Concerning the issue of horse manure contaminating the water supply, Sollner-Webb and Poole both said the impact of deer feces has got to be a bigger concern than horse waste.
But Johnson said some area horse facilities have dumped truckloads of manure at the edge of WSSC land, and it's been washing down during rainstorms.
"These are some of the practices that can't continue," he said.
Johnson also said there are equestrian trails marked in orange, blue and black that have been established over time, adding, "The map shows one thing, but (seeing) the actual watershed is an entirely different story."
"Nonriders mark and use trails for different events," Poole said. "Hence, these trails, once marked and opened up, understandably and unknowingly get used."
Despite that, she said, "I still have not seen any real evidence that the horse trails are detrimental to the environment and water quality to the extent that they need to be closed."
'Stop pointing fingers'
On top of shifting the equestrian trail, the commission has also decided to close the park to horseback riders from Nov. 15 to April 1 since they are the wettest months of the year, according to official rainfall data collected at the WSSC water-treatment plant at Sweitzer Lane and Route 198, Johnson said. Riding during these months, when vegetation also dies back, increases the potential for erosion and runoff, he noted.
Poole presented a petition with 500 signatures from residents and business owners protesting the new regulations and the notification procedure, and said she's concerned with the viability of local horse farms and stables due to the closing of the equestrian trail.
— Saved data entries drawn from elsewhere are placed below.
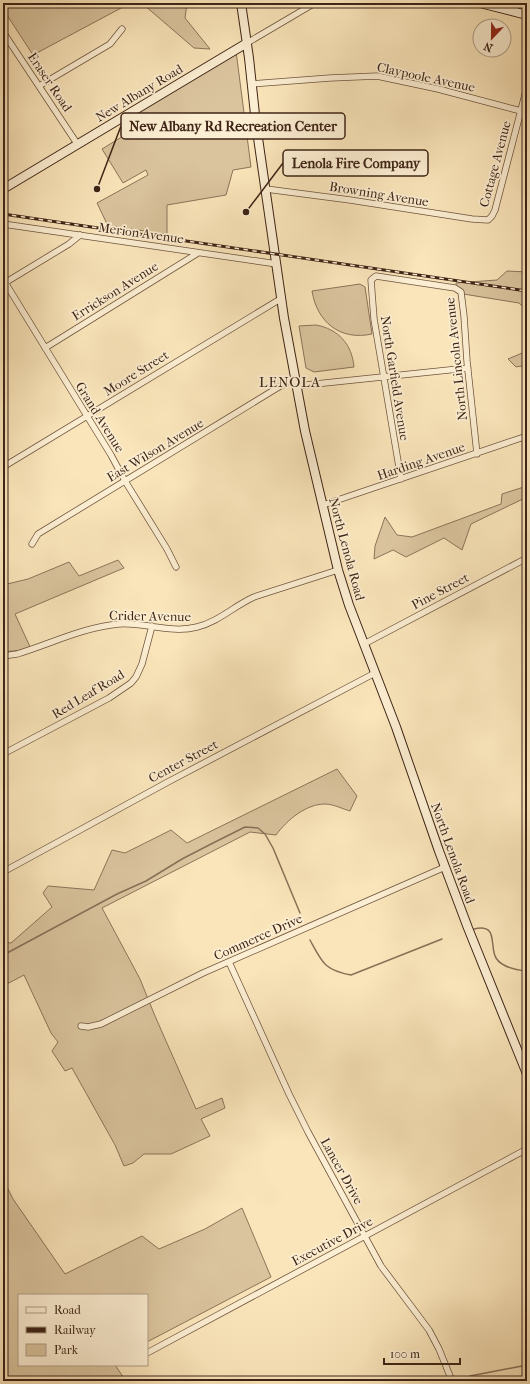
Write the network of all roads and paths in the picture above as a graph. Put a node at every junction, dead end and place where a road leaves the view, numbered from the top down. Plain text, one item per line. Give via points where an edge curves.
1 (241, 3) edge
2 (315, 3) edge
3 (480, 3) edge
4 (516, 3) edge
5 (514, 11) junction
6 (527, 15) edge
7 (122, 28) dead end
8 (3, 32) edge
9 (247, 44) junction
10 (252, 84) junction
11 (39, 86) junction
12 (527, 87) edge
13 (521, 111) junction
14 (78, 145) junction
15 (3, 189) edge
16 (266, 190) junction
17 (488, 220) joint
18 (3, 224) edge
19 (80, 235) junction
20 (198, 253) junction
21 (277, 264) junction
22 (371, 280) joint
23 (4, 282) edge
24 (282, 298) junction
25 (44, 348) junction
26 (468, 368) junction
27 (384, 378) junction
28 (296, 383) junction
29 (87, 417) junction
30 (527, 436) edge
31 (477, 454) junction
32 (3, 468) edge
33 (400, 479) junction
34 (125, 481) junction
35 (323, 505) junction
36 (32, 544) dead end
37 (527, 558) edge
38 (176, 566) dead end
39 (338, 570) junction
40 (152, 626) junction
41 (364, 644) junction
42 (3, 656) edge
43 (375, 673) junction
44 (3, 754) edge
45 (445, 866) junction
46 (3, 872) edge
47 (229, 962) junction
48 (81, 1026) dead end
49 (527, 1074) edge
50 (527, 1149) edge
51 (365, 1236) junction
52 (148, 1352) edge
53 (452, 1381) edge

1 - 9 main road, North Lenola Road
2 - 9 street
3 - 5 main road
4 - 5 street
5 - 6 main road
7 - 11 street via 110,44
8 - 11 street, Eraser Road
9 - 10 main road, North Lenola Road
9 - 14 main road, New Albany Road
10 - 13 street, Claypoole Avenue via 377,76
10 - 16 main road, North Lenola Road
11 - 14 street, Eraser Road
12 - 13 street, Cottage Avenue
13 - 17 street, Cottage Avenue via 495,210
14 - 15 main road, New Albany Road
16 - 17 street, Browning Avenue
16 - 21 main road, North Lenola Road
18 - 19 street, Merion Avenue
19 - 20 street, Merion Avenue
19 - 23 street
20 - 21 street, Merion Avenue
20 - 25 street, Errickson Avenue
21 - 24 main road, North Lenola Road
22 - 26 street, North Lincoln Avenue via 380,276 455,288 461,292
22 - 27 street, North Garfield Avenue via 374,319
23 - 25 street, Grand Avenue
24 - 28 main road, North Lenola Road
24 - 29 street, Moore Street
25 - 29 street, Grand Avenue
26 - 27 street, East Wilson Avenue
26 - 31 street, North Lincoln Avenue
27 - 28 street, East Wilson Avenue
27 - 33 street, North Garfield Avenue
28 - 34 street, East Wilson Avenue via 287,382
28 - 35 main road, North Lenola Road
29 - 32 street, Moore Street
29 - 34 street, Grand Avenue
30 - 31 street, Harding Avenue
31 - 33 street, Harding Avenue
33 - 35 street, Harding Avenue
34 - 36 street, East Wilson Avenue via 38,534
34 - 38 street, Grand Avenue
35 - 39 main road, North Lenola Road
37 - 41 street, Pine Street
39 - 40 street, Crider Avenue via 254,597 215,620 195,628 182,630
39 - 41 main road, North Lenola Road
40 - 42 street, Crider Avenue via 104,626 24,652
40 - 44 street, Red Leaf Road via 142,664 131,683
41 - 43 main road, North Lenola Road
43 - 45 main road, North Lenola Road
43 - 46 street, Center Street
45 - 47 street, Commerce Drive
45 - 49 main road, North Lenola Road
47 - 48 street, Commerce Drive via 101,1024
47 - 51 street, Lancer Drive via 295,1107
50 - 51 street, Executive Drive
51 - 52 street, Executive Drive
51 - 53 street, Lancer Drive via 385,1272 429,1330

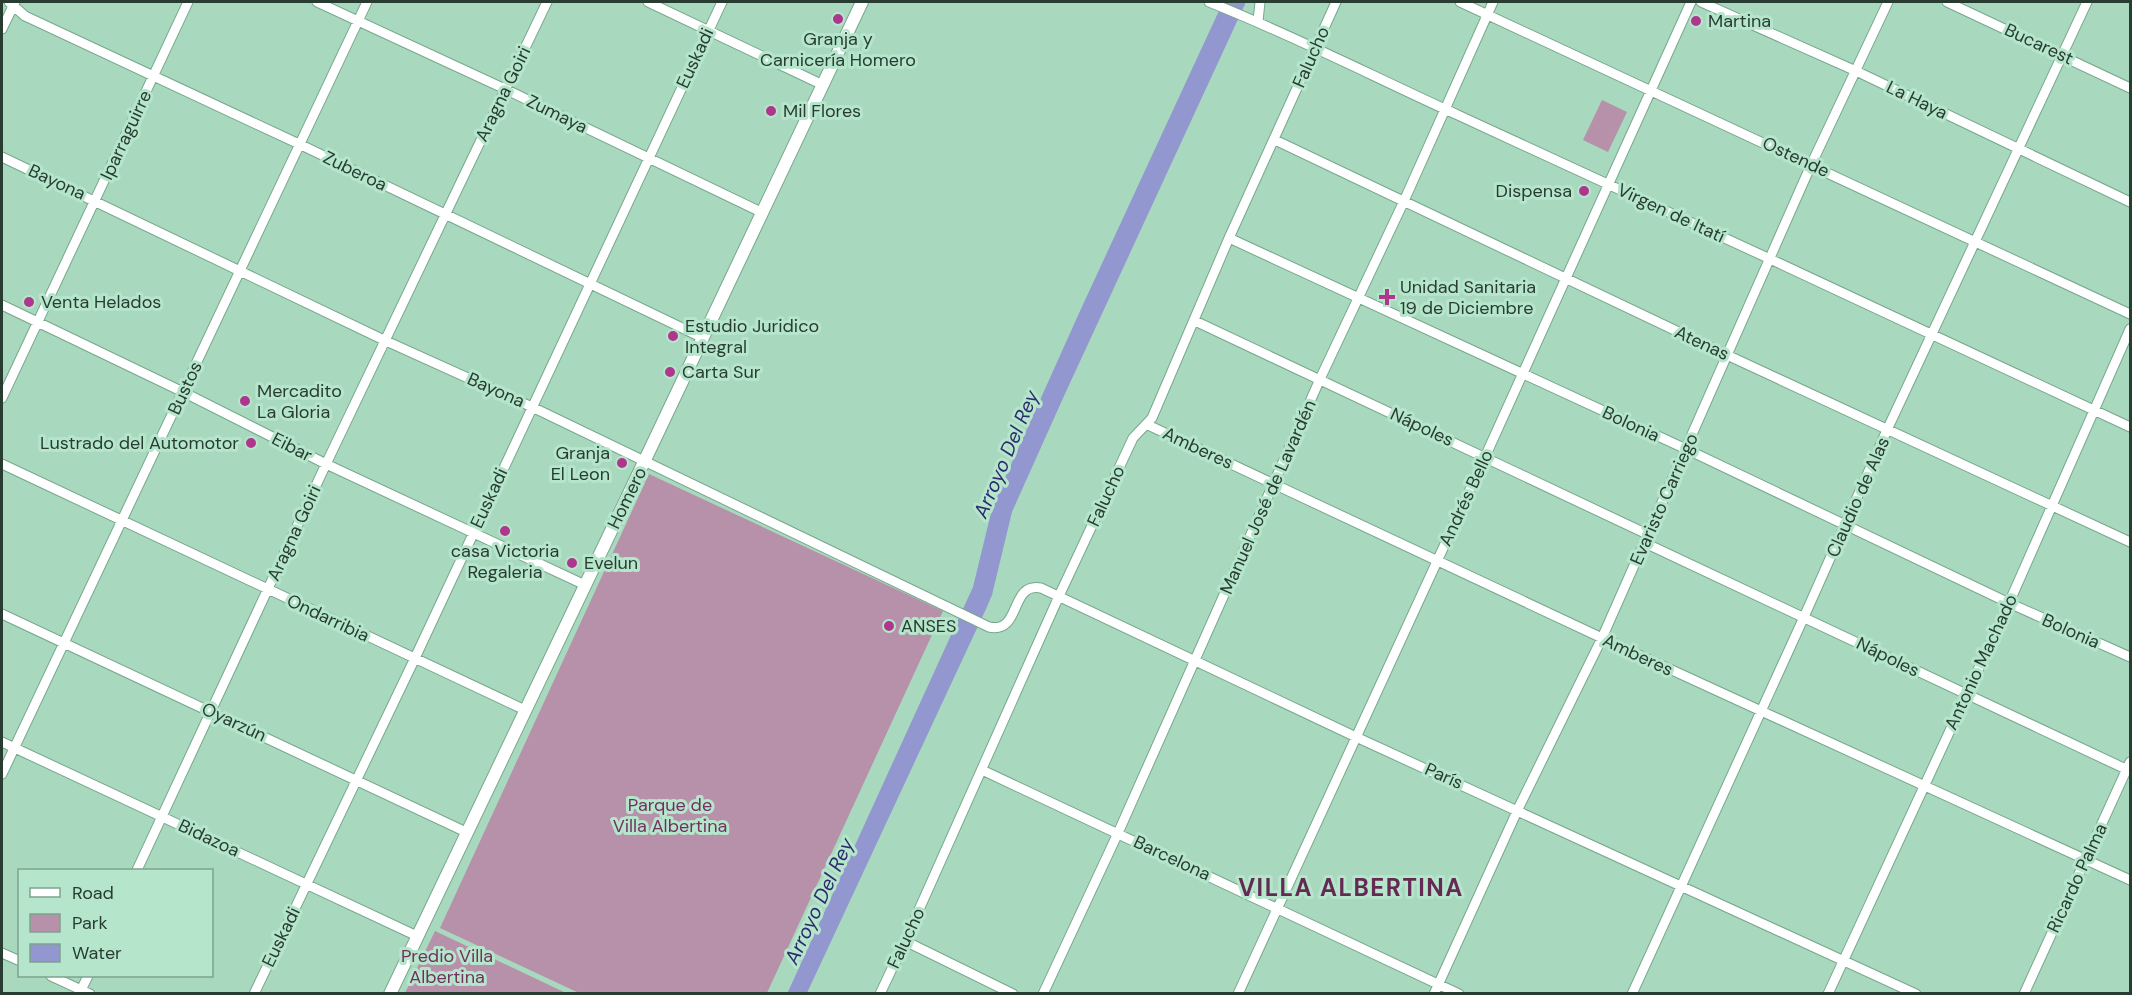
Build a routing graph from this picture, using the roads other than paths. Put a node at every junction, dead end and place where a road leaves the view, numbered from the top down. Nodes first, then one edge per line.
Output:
1 (188, 2) edge
2 (317, 2) edge
3 (367, 2) edge
4 (547, 2) edge
5 (648, 2) edge
6 (722, 2) edge
7 (862, 2) edge
8 (1209, 2) edge
9 (1260, 2) edge
10 (1336, 2) edge
11 (1460, 2) edge
12 (1493, 2) edge
13 (1691, 2) edge
14 (1701, 2) edge
15 (1888, 2) edge
16 (1947, 2) edge
17 (2087, 2) edge
18 (12, 3) edge
19 (1487, 14) junction
20 (1253, 19) junction
21 (358, 21) junction
22 (2, 29) edge
23 (709, 30) junction
24 (1315, 47) junction
25 (2062, 55) junction
26 (1856, 71) junction
27 (153, 76) junction
28 (823, 85) junction
29 (2130, 88) edge
30 (505, 89) junction
31 (1650, 89) junction
32 (1444, 109) junction
33 (1275, 140) junction
34 (299, 144) junction
35 (2017, 148) junction
36 (2, 157) edge
37 (649, 158) junction
38 (1811, 165) junction
39 (1607, 183) junction
40 (95, 200) junction
41 (1404, 201) junction
42 (2130, 202) edge
43 (763, 213) junction
44 (445, 214) junction
45 (1229, 238) junction
46 (1974, 242) junction
47 (1769, 259) junction
48 (240, 270) junction
49 (1565, 278) junction
50 (590, 283) junction
51 (1359, 298) junction
52 (2, 305) edge
53 (2130, 314) edge
54 (1195, 321) junction
55 (38, 323) junction
56 (2130, 329) edge
57 (1932, 336) junction
58 (703, 338) junction
59 (386, 340) junction
60 (1727, 355) junction
61 (1522, 373) junction
62 (1320, 379) junction
63 (183, 392) junction
64 (2, 398) edge
65 (532, 406) junction
66 (2095, 410) junction
67 (1148, 424) junction
68 (2130, 427) edge
69 (1887, 430) junction
70 (1686, 449) junction
71 (1485, 457) junction
72 (644, 462) junction
73 (2, 464) edge
74 (326, 464) junction
75 (1274, 483) junction
76 (2052, 504) junction
77 (123, 521) junction
78 (1846, 524) junction
79 (473, 532) junction
80 (1647, 539) junction
81 (2130, 542) edge
82 (1437, 560) junction
83 (585, 585) junction
84 (267, 590) junction
85 (1059, 596) junction
86 (2009, 603) junction
87 (2, 614) edge
88 (1804, 616) junction
89 (989, 627) joint
90 (1602, 638) junction
91 (63, 643) junction
92 (2130, 657) edge
93 (415, 658) junction
94 (1195, 661) junction
95 (1966, 694) junction
96 (210, 711) junction
97 (525, 711) junction
98 (1761, 712) junction
99 (1356, 737) junction
100 (2, 742) edge
101 (14, 748) junction
102 (2129, 767) edge
103 (982, 770) junction
104 (2, 774) edge
105 (356, 780) junction
106 (1924, 787) junction
107 (1518, 809) junction
108 (162, 817) junction
109 (466, 832) junction
110 (1118, 832) junction
111 (2085, 859) junction
112 (137, 869) edge
113 (2130, 880) edge
114 (307, 883) junction
115 (1681, 885) junction
116 (1277, 908) junction
117 (417, 936) junction
118 (905, 941) junction
119 (2, 953) edge
120 (18, 960) edge
121 (1843, 960) junction
122 (55, 977) edge
123 (87, 977) edge
124 (1438, 984) junction
125 (83, 992) edge
126 (254, 993) edge
127 (390, 993) edge
128 (880, 993) edge
129 (1013, 993) edge
130 (1042, 993) edge
131 (1238, 993) edge
132 (1434, 993) edge
133 (1459, 993) edge
134 (1632, 993) edge
135 (1828, 993) edge
136 (1916, 993) edge
137 (2024, 993) edge

1 - 27 street, Iparraguirre
2 - 21 street, Zumaya
3 - 21 street, Bustos
4 - 30 street, Aragna Goiri
5 - 23 street
6 - 23 street, Euskadi
7 - 28 main road, Homero
8 - 20 street, Virgen de Itatí
9 - 20 street
10 - 24 street, Falucho
11 - 19 street, Ostende
12 - 19 street, Manuel José de Lavardén
13 - 31 street, Andrés Bello
14 - 26 street, La Haya
15 - 26 street, Evaristo Carriego
16 - 25 street, Bucarest
17 - 25 street, Claudio de Alas
18 - 22 street
18 - 27 street, Zuberoa
19 - 31 street, Ostende
19 - 32 street, Manuel José de Lavardén
20 - 24 street, Virgen de Itatí
21 - 30 street, Zumaya
21 - 34 street, Bustos
23 - 28 street
23 - 37 street, Euskadi
24 - 32 street, Virgen de Itatí
24 - 33 street, Falucho
25 - 29 street, Bucarest
25 - 35 street, Claudio de Alas
26 - 35 street, La Haya
26 - 38 street, Evaristo Carriego
27 - 34 street, Zuberoa
27 - 40 street, Iparraguirre
28 - 43 main road, Homero
30 - 37 street, Zumaya
30 - 44 street, Aragna Goiri
31 - 38 street, Ostende
31 - 39 street, Andrés Bello
32 - 39 street, Virgen de Itatí
32 - 41 street, Manuel José de Lavardén
33 - 41 street, Atenas
33 - 45 street, Falucho
34 - 44 street, Zuberoa
34 - 48 street, Bustos
35 - 42 street, La Haya
35 - 46 street, Claudio de Alas
36 - 40 street, Bayona
37 - 43 street, Zumaya
37 - 50 street, Euskadi
38 - 46 street, Ostende
38 - 47 street, Evaristo Carriego
39 - 47 street, Virgen de Itatí
39 - 49 street, Andrés Bello
40 - 48 street, Bayona
40 - 55 street, Iparraguirre
41 - 49 street, Atenas
41 - 51 street, Manuel José de Lavardén
43 - 58 main road, Homero
44 - 50 street, Zuberoa
44 - 59 street, Aragna Goiri
45 - 51 street, Bolonia
45 - 54 street, Falucho
46 - 53 street, Ostende
46 - 57 street, Claudio de Alas
47 - 57 street, Virgen de Itatí
47 - 60 street, Evaristo Carriego
48 - 59 street, Bayona
48 - 63 street, Bustos
49 - 60 street, Atenas
49 - 61 street, Andrés Bello
50 - 58 street, Zuberoa
50 - 65 street, Euskadi
51 - 61 street, Bolonia
51 - 62 street, Manuel José de Lavardén
52 - 55 street, Eibar
54 - 62 street, Nápoles
54 - 67 street, Falucho
55 - 63 street, Eibar
55 - 64 street, Iparraguirre
56 - 66 street, Antonio Machado
57 - 66 street, Virgen de Itatí
57 - 69 street, Claudio de Alas
58 - 72 main road, Homero
59 - 65 street, Bayona
59 - 74 street, Aragna Goiri
60 - 69 street, Atenas
60 - 70 street, Evaristo Carriego
61 - 70 street, Bolonia
61 - 71 street, Andrés Bello
62 - 71 street, Nápoles
62 - 75 street, Manuel José de Lavardén
63 - 74 street, Eibar
63 - 77 street, Bustos
65 - 72 street, Bayona
65 - 79 street, Euskadi
66 - 68 street, Virgen de Itatí
66 - 76 street, Antonio Machado
67 - 75 street, Amberes
67 - 85 street, Falucho
69 - 76 street, Atenas
69 - 78 street, Claudio de Alas
70 - 78 street, Bolonia
70 - 80 street, Evaristo Carriego
71 - 80 street, Nápoles
71 - 82 street, Andrés Bello
72 - 83 main road, Homero
72 - 89 street, Bayona
73 - 77 street, Ondarribia
74 - 79 street, Eibar
74 - 84 street, Aragna Goiri
75 - 82 street, Amberes
75 - 94 street, Manuel José de Lavardén
76 - 81 street, Atenas
76 - 86 street, Antonio Machado
77 - 84 street, Ondarribia
77 - 91 street, Bustos
78 - 86 street, Bolonia
78 - 88 street, Claudio de Alas
79 - 83 street, Eibar
79 - 93 street, Euskadi
80 - 88 street, Nápoles
80 - 90 street, Evaristo Carriego
82 - 90 street, Amberes
82 - 99 street, Andrés Bello
83 - 97 main road, Homero
84 - 93 street, Ondarribia
84 - 96 street, Aragna Goiri
85 - 89 street, París
85 - 94 street, París
85 - 103 street, Falucho
86 - 92 street, Bolonia
86 - 95 street, Antonio Machado
87 - 91 street, Oyarzún
88 - 95 street, Nápoles
88 - 98 street, Claudio de Alas
90 - 98 street, Amberes
90 - 107 street, Evaristo Carriego
91 - 96 street, Oyarzún
91 - 101 street, Bustos
93 - 97 street, Ondarribia
93 - 105 street, Euskadi
94 - 99 street, París
94 - 110 street, Manuel José de Lavardén
95 - 102 street, Nápoles
95 - 106 street, Antonio Machado
96 - 105 street, Oyarzún
96 - 108 street, Aragna Goiri
97 - 109 main road, Homero
98 - 106 street, Amberes
98 - 115 street, Claudio de Alas
99 - 107 street, París
99 - 116 street, Andrés Bello
100 - 101 street, Bidazoa
101 - 104 street, Bustos
101 - 108 street, Bidazoa
102 - 111 street, Ricardo Palma
103 - 110 street, Barcelona
103 - 118 street, Falucho
105 - 109 street, Oyarzún
105 - 114 street, Euskadi
106 - 111 street, Amberes
106 - 121 street, Antonio Machado
107 - 115 street, París
107 - 124 street, Evaristo Carriego
108 - 112 street, Aragna Goiri
108 - 114 street, Bidazoa
109 - 117 main road, Homero
110 - 116 street, Barcelona
110 - 130 street, Manuel José de Lavardén
111 - 113 street, Amberes
111 - 137 street, Ricardo Palma
114 - 117 street, Bidazoa
114 - 126 street, Euskadi
115 - 121 street, París
115 - 134 street, Claudio de Alas
116 - 124 street, Barcelona
116 - 131 street, Andrés Bello
117 - 127 main road, Homero
118 - 128 street, Falucho
118 - 129 street
119 - 120 street
121 - 135 street, Antonio Machado
121 - 136 street, París
122 - 125 street
123 - 125 street
124 - 132 street, Evaristo Carriego
124 - 133 street, Barcelona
"But I really want to emphasize that we must move forward and stop pointing fingers," she said. "I hope and trust WSSC is being honest when they say they'll be meeting with us and hopefully work out a way for us to safely — for water quality andhorses — use the trail."
Despite the ongoing disagreement, equestrians say they are natural stewards of the land and still want to volunteer their services as environmental watchdogs.
"We'd like to continue to be the ears and eyes of the WSSC," Sollner-Webb said.
Reporting problems and illegal acts is something Johnson said WSSC appreciates.
"This is not an 'us-versus-them' situation," he said. "Balance is in everyone's interest and will take a whole community effort."